Fish Agent: end-to-end AI voice cloning assistant, real-time voice conversation assistant, Fish Speech spin-off project

Latest AI Resources7mos agorelease AI Sharing Circle

2.2K 00

General Introduction

Fish Speech Derived Project Fish Agent is a revolutionary end-to-end AI speech cloning system developed based on V0.1 3B model architecture. As a fully end-to-end speech cloning processing system, its most important feature is that it is designed with an innovative semantic tagless architecture, which does not need to rely on traditional semantic encoders/decoders such as Whisper, and can directly realize speech-to-speech conversion. With ultra-low latency (as low as 150 ms), the system is able to accurately capture and generate ambient audio information to achieve near real-time speech cloning effects.Fish Agent is open to pre-trained model downloads and supports local deployment for training and cloud service invocation, providing developers and users with a flexible usage scheme. With integrated speech recognition and speech synthesis functions, along with a precise tone control system, Fish Agent is able to create a natural and smooth voice interaction experience.

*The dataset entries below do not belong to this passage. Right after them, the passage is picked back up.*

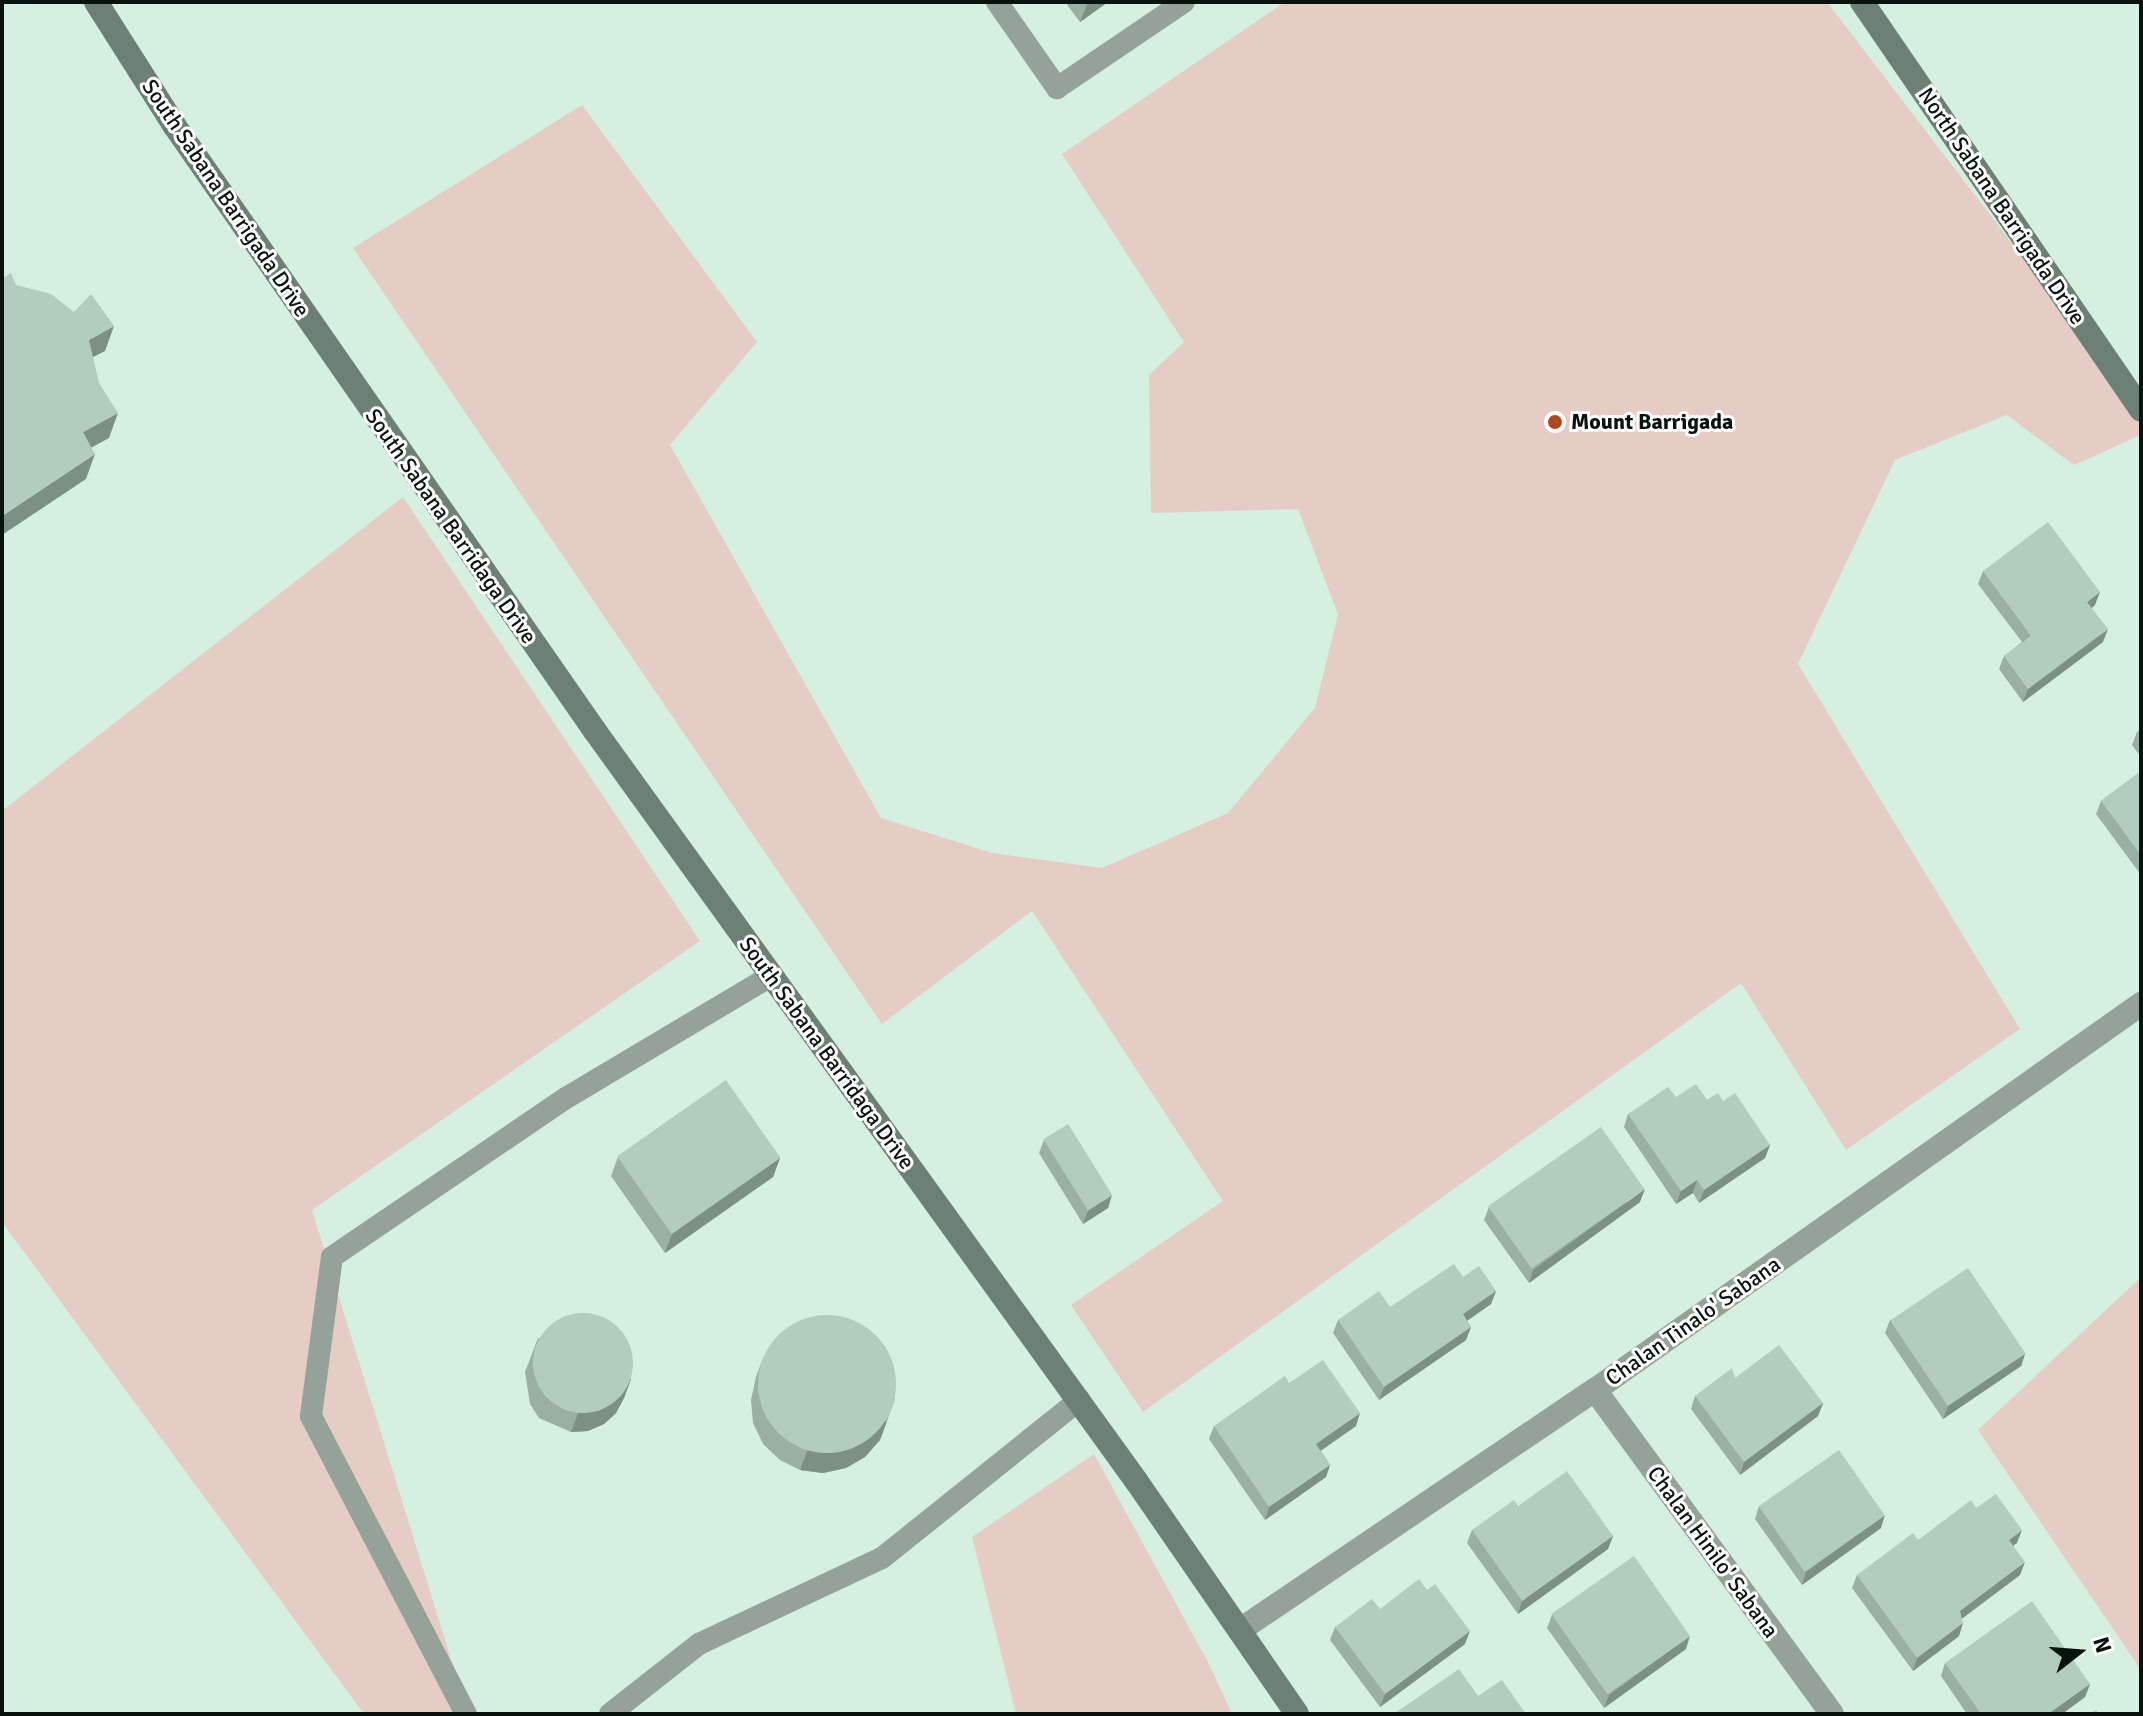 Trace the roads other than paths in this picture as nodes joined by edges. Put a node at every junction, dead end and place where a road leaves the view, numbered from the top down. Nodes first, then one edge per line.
1 (96, 2) edge
2 (997, 2) edge
3 (1184, 2) edge
4 (1862, 2) edge
5 (358, 392) joint
6 (2141, 410) edge
7 (771, 976) junction
8 (2141, 1004) edge
9 (1595, 1390) junction
10 (1079, 1400) junction
11 (1240, 1630) junction
12 (466, 1714) edge
13 (610, 1714) edge
14 (1297, 1714) edge
15 (1832, 1714) edge

1 - 5 main road, South Sabana Barrigada Drive
2 - 3 lane
4 - 6 main road, North Sabana Barrigada Drive
5 - 7 main road, South Sabana Barridaga Drive
7 - 10 main road, South Sabana Barridaga Drive
7 - 12 lane
8 - 9 street, Chalan Tinalo' Sabana
9 - 11 street, Chalan Tinalo' Sabana
9 - 15 street, Chalan Hinilo' Sabana
10 - 11 main road, South Sabana Barridaga Drive
10 - 13 lane
11 - 14 main road, South Sabana Barridaga Drive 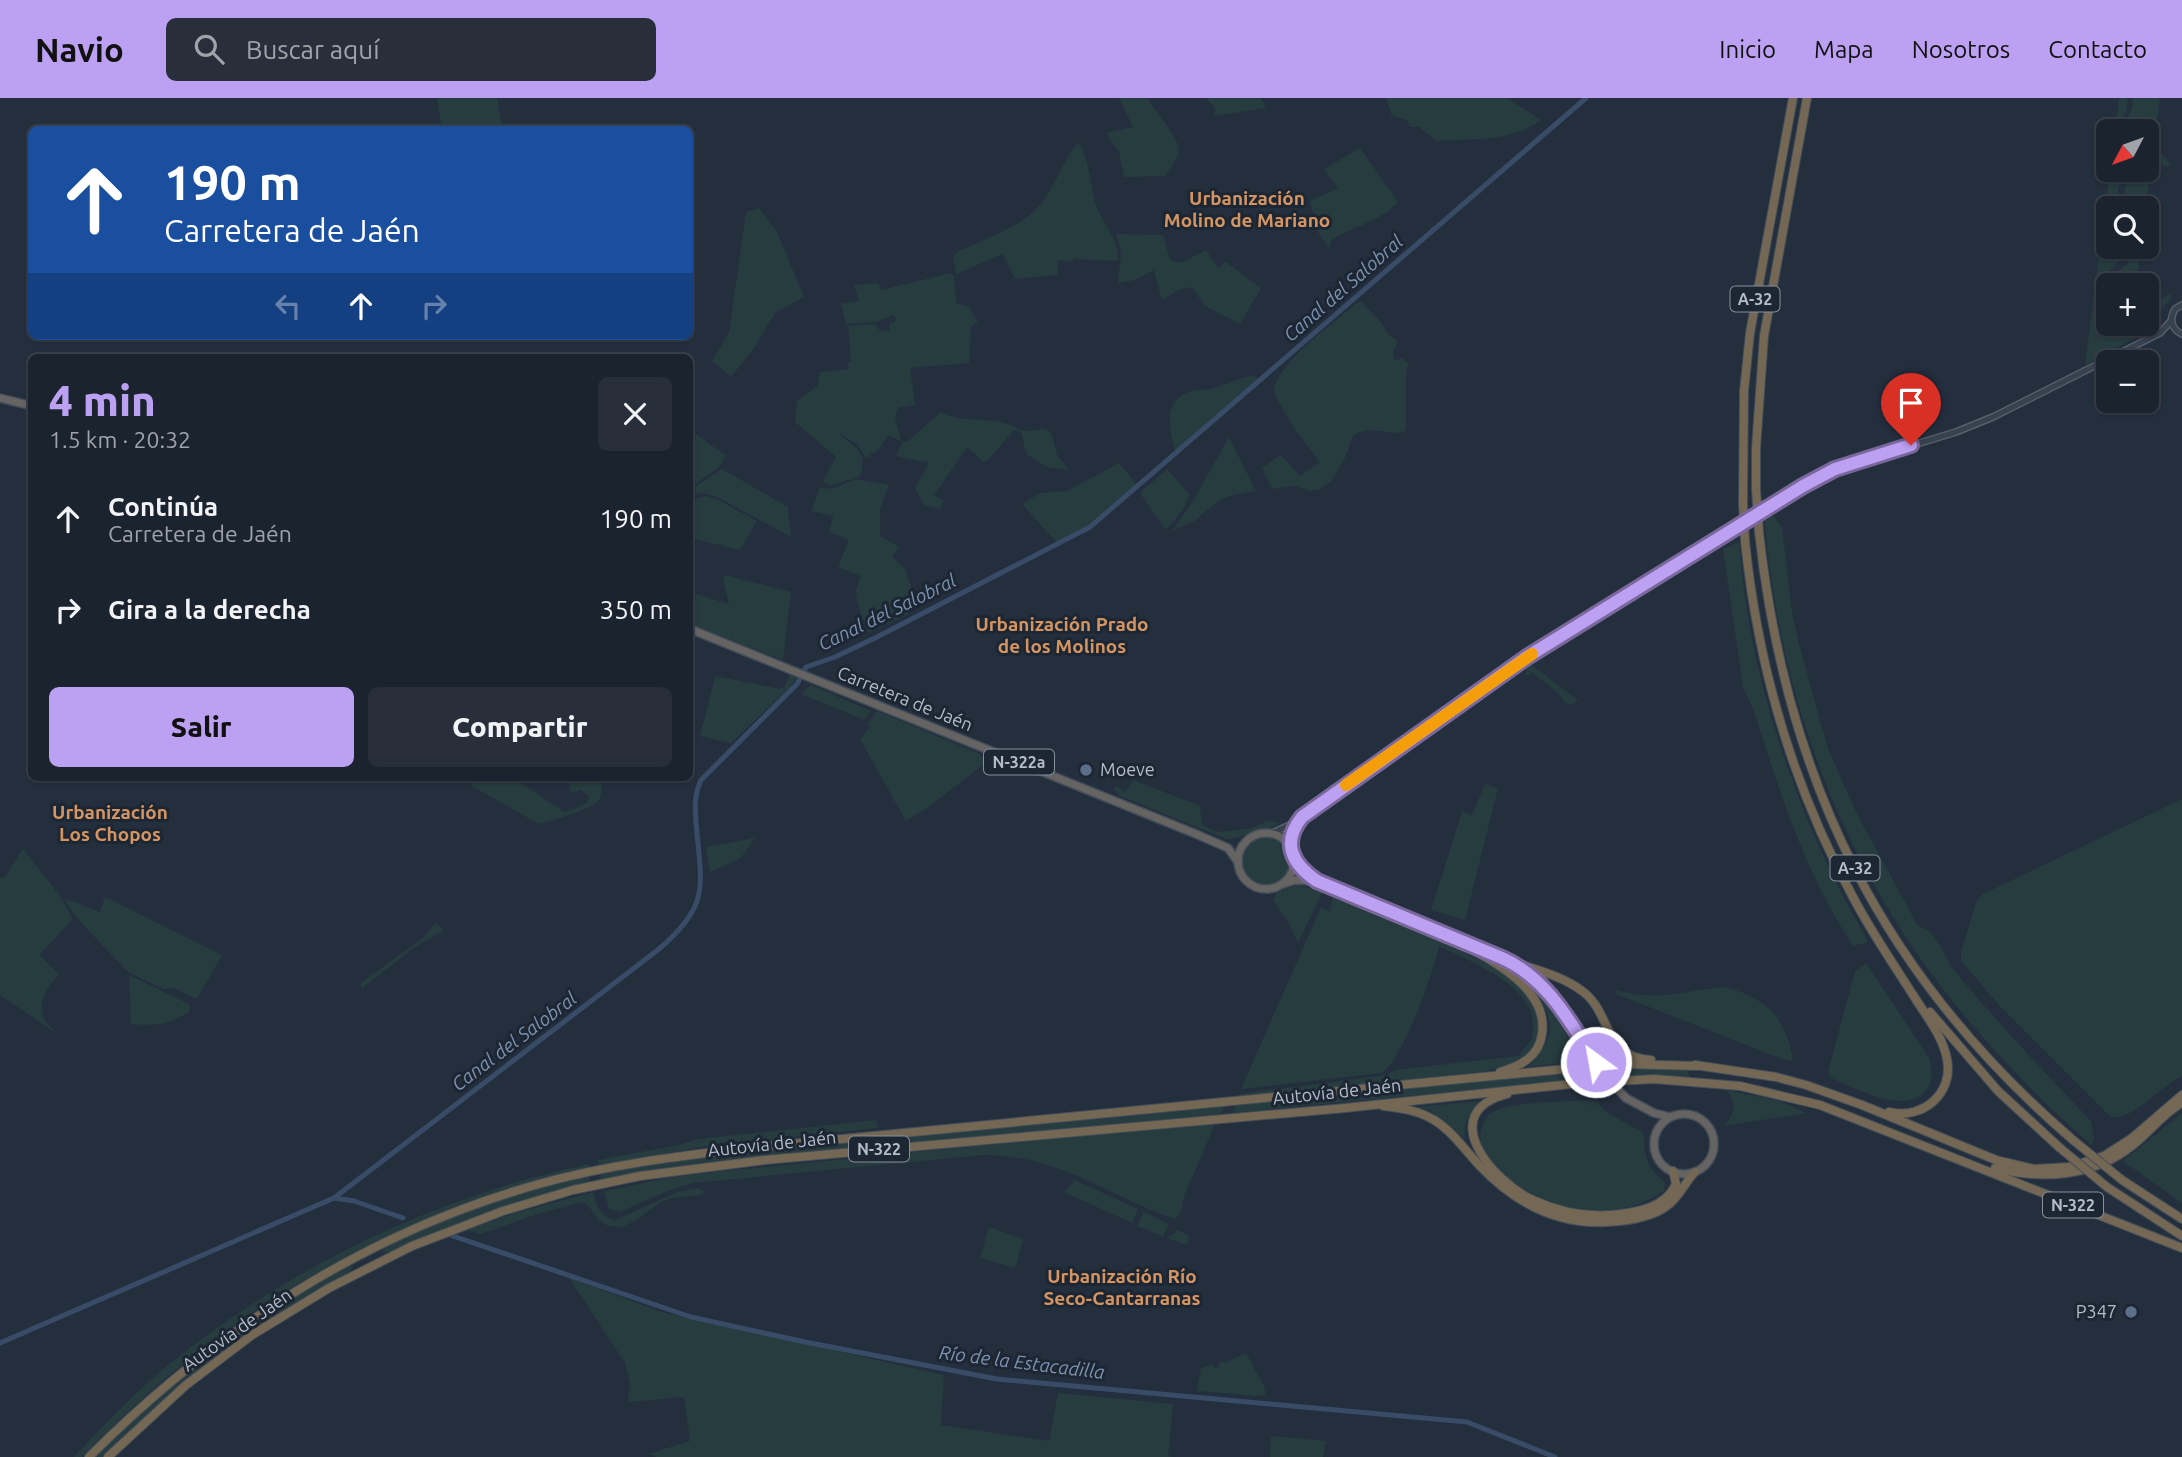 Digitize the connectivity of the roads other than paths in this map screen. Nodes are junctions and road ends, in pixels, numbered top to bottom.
1 (1793, 98) edge
2 (1807, 98) edge
3 (2182, 305) edge
4 (2171, 321) junction
5 (2160, 333) junction
6 (2180, 333) edge
7 (0, 398) edge
8 (28, 405) edge
9 (693, 630) edge
10 (1302, 817) junction
11 (1270, 834) junction
12 (1250, 838) junction
13 (1225, 846) junction
14 (1292, 853) junction
15 (1238, 862) junction
16 (1317, 881) junction
17 (1279, 885) junction
18 (1440, 933) junction
19 (1887, 953) junction
20 (1502, 958) junction
21 (1698, 1066) junction
22 (1483, 1078) junction
23 (1545, 1087) junction
24 (2182, 1096) edge
25 (1626, 1098) junction
26 (2182, 1103) edge
27 (1862, 1105) junction
28 (1345, 1108) junction
29 (1671, 1117) junction
30 (1660, 1126) junction
31 (1965, 1160) junction
32 (1673, 1171) junction
33 (1695, 1172) junction
34 (2182, 1217) edge
35 (2182, 1236) edge
36 (2182, 1248) edge
37 (89, 1457) edge
38 (108, 1457) edge

1 - 19 highway, A-32, bridge
2 - 34 highway, A-32, bridge
3 - 4 street
4 - 5 street
4 - 6 street
5 - 6 street
5 - 10 street
7 - 8 highway
9 - 13 highway, Carretera de Jaén / N-322a
10 - 11 street
10 - 14 street
11 - 12 highway
11 - 14 highway, N-322a
12 - 13 highway
12 - 15 highway
13 - 15 highway, Carretera de Jaén / N-322a
14 - 16 highway, N-322a
14 - 17 highway
15 - 17 highway, N-322a
16 - 17 highway, N-322a
16 - 18 highway, N-322a
18 - 20 highway, N-322a
18 - 22 highway
19 - 27 highway
19 - 35 highway, bridge
20 - 21 highway
20 - 25 highway, bridge
21 - 22 highway, Autovía de Jaén / N-322
21 - 27 highway, N-322
22 - 37 highway, Autovía de Jaén / N-322
23 - 28 highway, Autovía de Jaén / N-322
23 - 31 highway, Autovía de Jaén / N-322
23 - 32 highway
24 - 27 highway
25 - 29 highway
25 - 30 highway
26 - 31 highway
28 - 33 highway
28 - 38 highway, Autovía de Jaén / N-322
29 - 30 highway
29 - 33 highway
30 - 32 highway
31 - 36 highway, N-322
32 - 33 highway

End-to-end architecture, zero-sample sound cloning, compact model with 3 billion parameters, support for multilingualism and fast response. Training data includes 700,000 hours of multilingual audio. Based on Qwen-2.5-3B-Instruct continued pre-training. The model, named Fish Agent version 3B, automatically integrates ASR and TTS components, eliminating the need for external models and enabling true end-to-end processing, distinguishing it from the traditional three-stage (ASR + LLM + TTS) process.

Fish Agent：端到端AI语音克隆助手，实时语音对话助理，Fish Speech衍生项目

Experience: https://huggingface.co/spaces/fishaudio/fish-agent

Function List

Ultra-low latency voice cloning: 150 ms response time, supports real-time voice conversion
Semantic-free markup architecture: an innovative end-to-end speech processing solution
Precision Tone Control: Precision tone adjustment via reference audio
Ambient audio processing: high-fidelity reproduction of environmental sound information
Open pre-trained models: support for localized deployment and training
Cloud Service API: Provide convenient cloud interface calls
Personalized training: supports custom sound model training

Using Help

1. System requirements

Python 3.8 or higher
NVIDIA GPU (recommended)
8GB or more of system memory
CUDA support (recommended)

2. Installation steps

environmental preparation

# 创建虚拟环境
python -m venv fish-agent-env
source fish-agent-env/bin/activate  # Linux/Mac
# 或
fish-agent-env\Scripts\activate  # Windows

Installing Fish Agent

# 直接安装
pip install fish-agent
# 或从源码安装
git clone https://github.com/fishaudio/fish-agent
cd fish-agent
pip install -e .

3. Utilization process

3.1 Online service utilization

You can now try our SmartBody demo online by following the documentation for live English chat as well as local English and Chinese chat.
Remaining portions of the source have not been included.